## Task requirements
Please output all of the entries exactly and omit any images they hold.
►
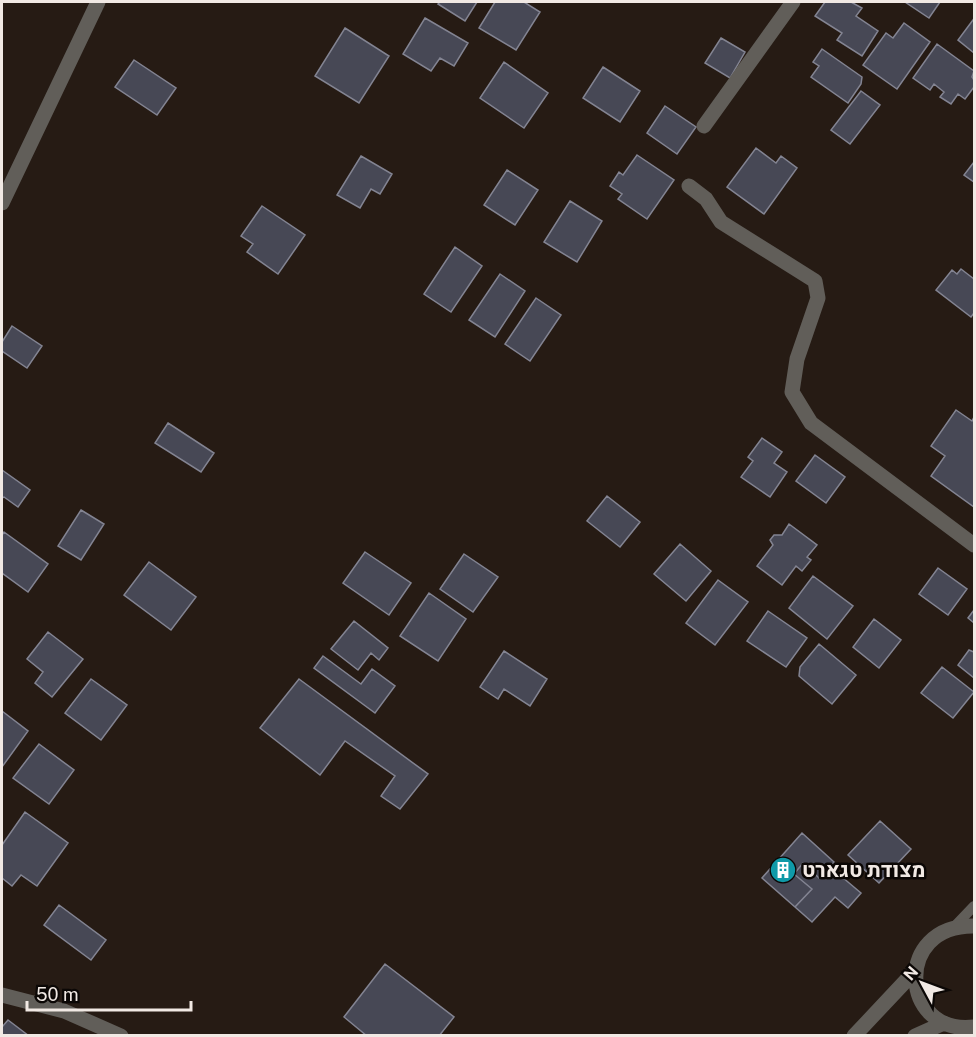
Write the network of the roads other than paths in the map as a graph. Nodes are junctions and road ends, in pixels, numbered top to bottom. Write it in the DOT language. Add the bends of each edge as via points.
graph roads {
  1 [pos="98,2"];
  2 [pos="793,2"];
  3 [pos="704,126"];
  4 [pos="689,186"];
  5 [pos="2,203"];
  6 [pos="975,544"];
  7 [pos="975,906"];
  8 [pos="975,926"];
  9 [pos="953,928"];
  10 [pos="916,970"];
  11 [pos="2,995"];
  12 [pos="944,1023"];
  13 [pos="975,1028"];
  14 [pos="122,1035"];
  15 [pos="854,1035"];
  16 [pos="915,1035"];
  1 -- 5 [label="street"];
  2 -- 3 [label="street"];
  4 -- 6 [label="street" via="706,200 721,222 815,281 818,298 797,358 792,392 811,423"];
  7 -- 9 [label="lane"];
  8 -- 9 [label="street"];
  9 -- 10 [label="street" via="931,940"];
  10 -- 12 [label="street" via="916,987 922,1003"];
  10 -- 15 [label="street"];
  11 -- 14 [label="street" via="64,1011"];
  12 -- 13 [label="street"];
  12 -- 16 [label="street"];
}
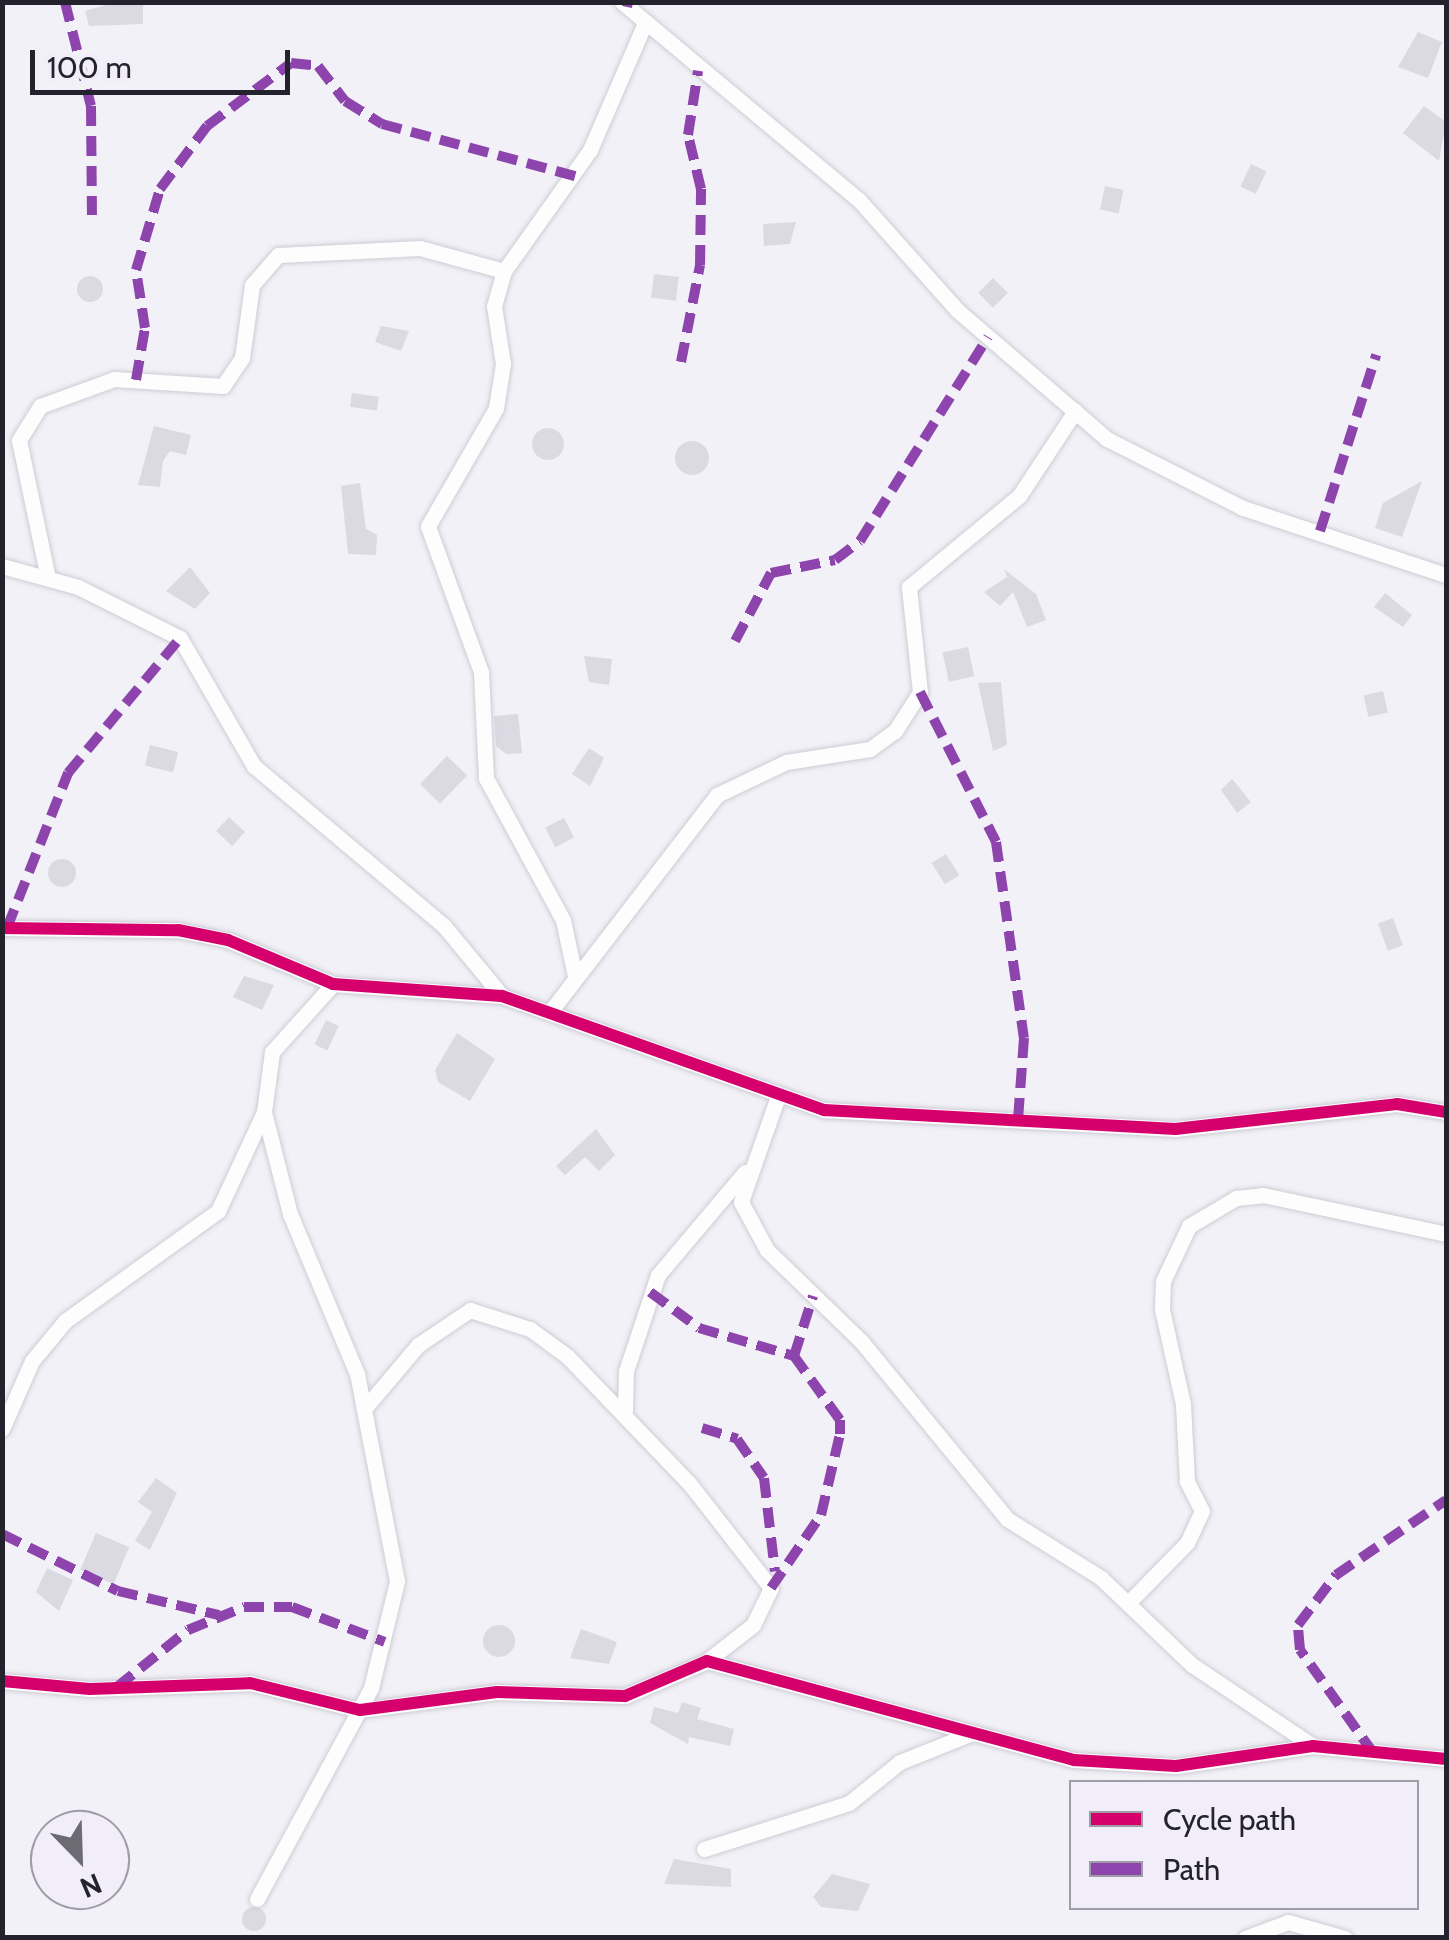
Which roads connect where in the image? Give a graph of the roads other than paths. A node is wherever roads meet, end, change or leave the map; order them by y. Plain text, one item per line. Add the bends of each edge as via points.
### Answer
1 (622, 2) edge
2 (645, 23) junction
3 (504, 271) junction
4 (1076, 411) junction
5 (2, 566) edge
6 (1446, 575) edge
7 (48, 578) junction
8 (2, 928) edge
9 (575, 976) junction
10 (332, 984) junction
11 (502, 996) junction
12 (553, 1008) junction
13 (778, 1099) junction
14 (264, 1112) junction
15 (1446, 1112) edge
16 (745, 1172) junction
17 (1446, 1234) edge
18 (364, 1408) junction
19 (625, 1411) junction
20 (2, 1429) edge
21 (1128, 1602) junction
22 (707, 1661) junction
23 (2, 1681) edge
24 (360, 1710) junction
25 (970, 1734) junction
26 (1312, 1746) junction
27 (1446, 1759) edge
28 (704, 1849) dead end
29 (257, 1899) dead end
30 (1245, 1938) edge
31 (1345, 1938) edge

1 - 2 street
2 - 3 street via 590,150
2 - 4 street via 860,200 958,310
3 - 7 street via 420,248 278,255 252,285 242,358 223,386 114,379 40,406 19,440
3 - 9 street via 494,306 503,364 496,408 428,526 481,672 486,778 563,920
4 - 6 street via 1184,483
4 - 9 street via 1019,496 909,587 920,692 895,732 870,749 786,762 717,795
5 - 7 street
7 - 11 street via 180,638 254,766 444,926
8 - 10 street via 178,930
9 - 12 street
10 - 11 street
10 - 14 street via 272,1052
11 - 12 street
12 - 13 street
13 - 15 street via 824,1110 1175,1129 1397,1104
13 - 16 street
14 - 18 street via 290,1214
14 - 20 street via 218,1210 65,1321 32,1361
16 - 19 street via 658,1275 633,1340
16 - 21 street via 741,1202 768,1250 861,1342 942,1451 1006,1519
17 - 21 street via 1344,1205 1263,1195 1236,1198 1188,1226 1162,1282 1162,1309 1183,1404 1187,1481 1202,1511 1187,1543
18 - 19 street via 418,1345 470,1310 530,1329
18 - 24 street via 398,1582
19 - 22 street via 771,1588 753,1625
21 - 26 street via 1192,1665
22 - 24 street via 625,1696 497,1692
22 - 25 street
23 - 24 street via 90,1689 250,1683
24 - 29 street
25 - 26 street via 1133,1765
25 - 28 street via 900,1762 849,1803
26 - 27 street
30 - 31 street via 1288,1922

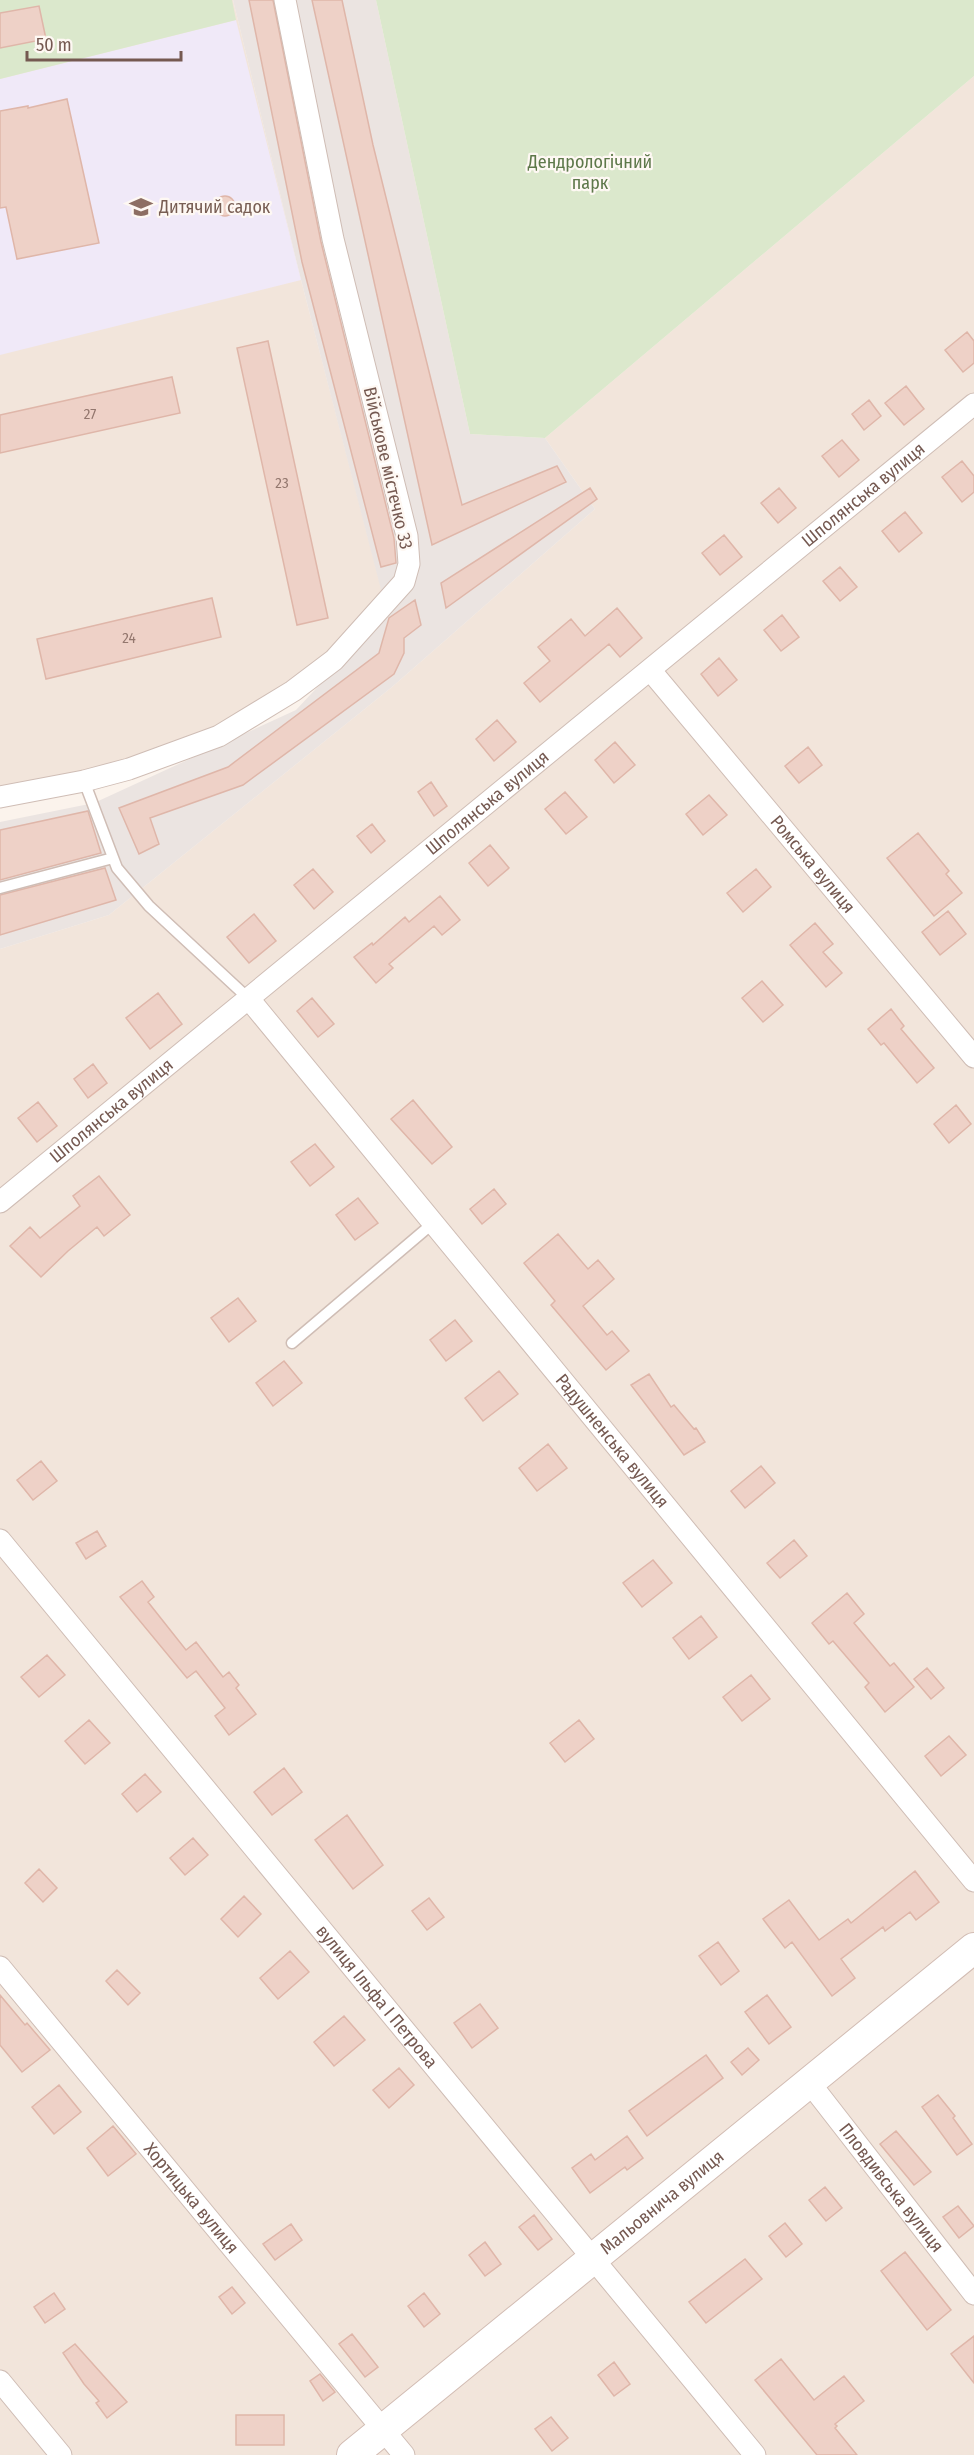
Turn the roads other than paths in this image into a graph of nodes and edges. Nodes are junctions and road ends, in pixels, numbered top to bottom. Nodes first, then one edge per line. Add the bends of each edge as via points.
1 (285, 0) edge
2 (974, 404) edge
3 (651, 670) junction
4 (84, 781) junction
5 (0, 797) edge
6 (113, 858) junction
7 (0, 888) edge
8 (249, 999) junction
9 (974, 1057) edge
10 (0, 1202) edge
11 (432, 1224) junction
12 (292, 1342) dead end
13 (0, 1540) edge
14 (974, 1881) edge
15 (974, 1948) edge
16 (0, 1966) edge
17 (809, 2082) junction
18 (595, 2259) junction
19 (974, 2294) edge
20 (0, 2381) edge
21 (382, 2430) junction
22 (61, 2455) edge
23 (352, 2455) edge
24 (404, 2455) edge
25 (755, 2455) edge

1 - 4 street, Військове містечко 33 via 333,239 407,537 409,564 404,582 368,624 334,660 293,691 219,736
2 - 3 street, Шполянська вулиця
3 - 8 street, Шполянська вулиця
3 - 9 street, Ромська вулиця
4 - 5 street, Військове містечко 33
4 - 6 lane
6 - 7 lane
6 - 8 lane via 149,906
8 - 10 street, Шполянська вулиця
8 - 11 street, Радушненська вулиця
11 - 12 lane
11 - 14 street, Радушненська вулиця
13 - 18 street, вулиця Ільфа І Петрова
15 - 17 street, Мальовнича вулиця
16 - 21 street, Хортицька вулиця
17 - 18 street, Мальовнича вулиця
17 - 19 street, Пловдивська вулиця
18 - 21 street, Мальовнича вулиця
18 - 25 street, вулиця Ільфа І Петрова
20 - 22 street
21 - 23 street, Мальовнича вулиця
21 - 24 street, Хортицька вулиця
◄
## Result of the task
Write the network of the roads other than paths in the map as a graph. Nodes are junctions and road ends, in pixels, numbered top to bottom. Write it in the DOT language. Add the bends of each edge as via points.
graph roads {
  1 [pos="98,2"];
  2 [pos="793,2"];
  3 [pos="704,126"];
  4 [pos="689,186"];
  5 [pos="2,203"];
  6 [pos="975,544"];
  7 [pos="975,906"];
  8 [pos="975,926"];
  9 [pos="953,928"];
  10 [pos="916,970"];
  11 [pos="2,995"];
  12 [pos="944,1023"];
  13 [pos="975,1028"];
  14 [pos="122,1035"];
  15 [pos="854,1035"];
  16 [pos="915,1035"];
  1 -- 5 [label="street"];
  2 -- 3 [label="street"];
  4 -- 6 [label="street" via="706,200 721,222 815,281 818,298 797,358 792,392 811,423"];
  7 -- 9 [label="lane"];
  8 -- 9 [label="street"];
  9 -- 10 [label="street" via="931,940"];
  10 -- 12 [label="street" via="916,987 922,1003"];
  10 -- 15 [label="street"];
  11 -- 14 [label="street" via="64,1011"];
  12 -- 13 [label="street"];
  12 -- 16 [label="street"];
}
Which roads connect where in the image? Give a graph of the roads other than paths. A node is wherever roads meet, end, change or leave the map; order them by y. Plain text, one item per line. Add the bends of each edge as via points.
### Answer
1 (622, 2) edge
2 (645, 23) junction
3 (504, 271) junction
4 (1076, 411) junction
5 (2, 566) edge
6 (1446, 575) edge
7 (48, 578) junction
8 (2, 928) edge
9 (575, 976) junction
10 (332, 984) junction
11 (502, 996) junction
12 (553, 1008) junction
13 (778, 1099) junction
14 (264, 1112) junction
15 (1446, 1112) edge
16 (745, 1172) junction
17 (1446, 1234) edge
18 (364, 1408) junction
19 (625, 1411) junction
20 (2, 1429) edge
21 (1128, 1602) junction
22 (707, 1661) junction
23 (2, 1681) edge
24 (360, 1710) junction
25 (970, 1734) junction
26 (1312, 1746) junction
27 (1446, 1759) edge
28 (704, 1849) dead end
29 (257, 1899) dead end
30 (1245, 1938) edge
31 (1345, 1938) edge

1 - 2 street
2 - 3 street via 590,150
2 - 4 street via 860,200 958,310
3 - 7 street via 420,248 278,255 252,285 242,358 223,386 114,379 40,406 19,440
3 - 9 street via 494,306 503,364 496,408 428,526 481,672 486,778 563,920
4 - 6 street via 1184,483
4 - 9 street via 1019,496 909,587 920,692 895,732 870,749 786,762 717,795
5 - 7 street
7 - 11 street via 180,638 254,766 444,926
8 - 10 street via 178,930
9 - 12 street
10 - 11 street
10 - 14 street via 272,1052
11 - 12 street
12 - 13 street
13 - 15 street via 824,1110 1175,1129 1397,1104
13 - 16 street
14 - 18 street via 290,1214
14 - 20 street via 218,1210 65,1321 32,1361
16 - 19 street via 658,1275 633,1340
16 - 21 street via 741,1202 768,1250 861,1342 942,1451 1006,1519
17 - 21 street via 1344,1205 1263,1195 1236,1198 1188,1226 1162,1282 1162,1309 1183,1404 1187,1481 1202,1511 1187,1543
18 - 19 street via 418,1345 470,1310 530,1329
18 - 24 street via 398,1582
19 - 22 street via 771,1588 753,1625
21 - 26 street via 1192,1665
22 - 24 street via 625,1696 497,1692
22 - 25 street
23 - 24 street via 90,1689 250,1683
24 - 29 street
25 - 26 street via 1133,1765
25 - 28 street via 900,1762 849,1803
26 - 27 street
30 - 31 street via 1288,1922

Turn the roads other than paths in this image into a graph of nodes and edges. Nodes are junctions and road ends, in pixels, numbered top to bottom. Nodes first, then one edge per line. Add the bends of each edge as via points.
1 (285, 0) edge
2 (974, 404) edge
3 (651, 670) junction
4 (84, 781) junction
5 (0, 797) edge
6 (113, 858) junction
7 (0, 888) edge
8 (249, 999) junction
9 (974, 1057) edge
10 (0, 1202) edge
11 (432, 1224) junction
12 (292, 1342) dead end
13 (0, 1540) edge
14 (974, 1881) edge
15 (974, 1948) edge
16 (0, 1966) edge
17 (809, 2082) junction
18 (595, 2259) junction
19 (974, 2294) edge
20 (0, 2381) edge
21 (382, 2430) junction
22 (61, 2455) edge
23 (352, 2455) edge
24 (404, 2455) edge
25 (755, 2455) edge

1 - 4 street, Військове містечко 33 via 333,239 407,537 409,564 404,582 368,624 334,660 293,691 219,736
2 - 3 street, Шполянська вулиця
3 - 8 street, Шполянська вулиця
3 - 9 street, Ромська вулиця
4 - 5 street, Військове містечко 33
4 - 6 lane
6 - 7 lane
6 - 8 lane via 149,906
8 - 10 street, Шполянська вулиця
8 - 11 street, Радушненська вулиця
11 - 12 lane
11 - 14 street, Радушненська вулиця
13 - 18 street, вулиця Ільфа І Петрова
15 - 17 street, Мальовнича вулиця
16 - 21 street, Хортицька вулиця
17 - 18 street, Мальовнича вулиця
17 - 19 street, Пловдивська вулиця
18 - 21 street, Мальовнича вулиця
18 - 25 street, вулиця Ільфа І Петрова
20 - 22 street
21 - 23 street, Мальовнича вулиця
21 - 24 street, Хортицька вулиця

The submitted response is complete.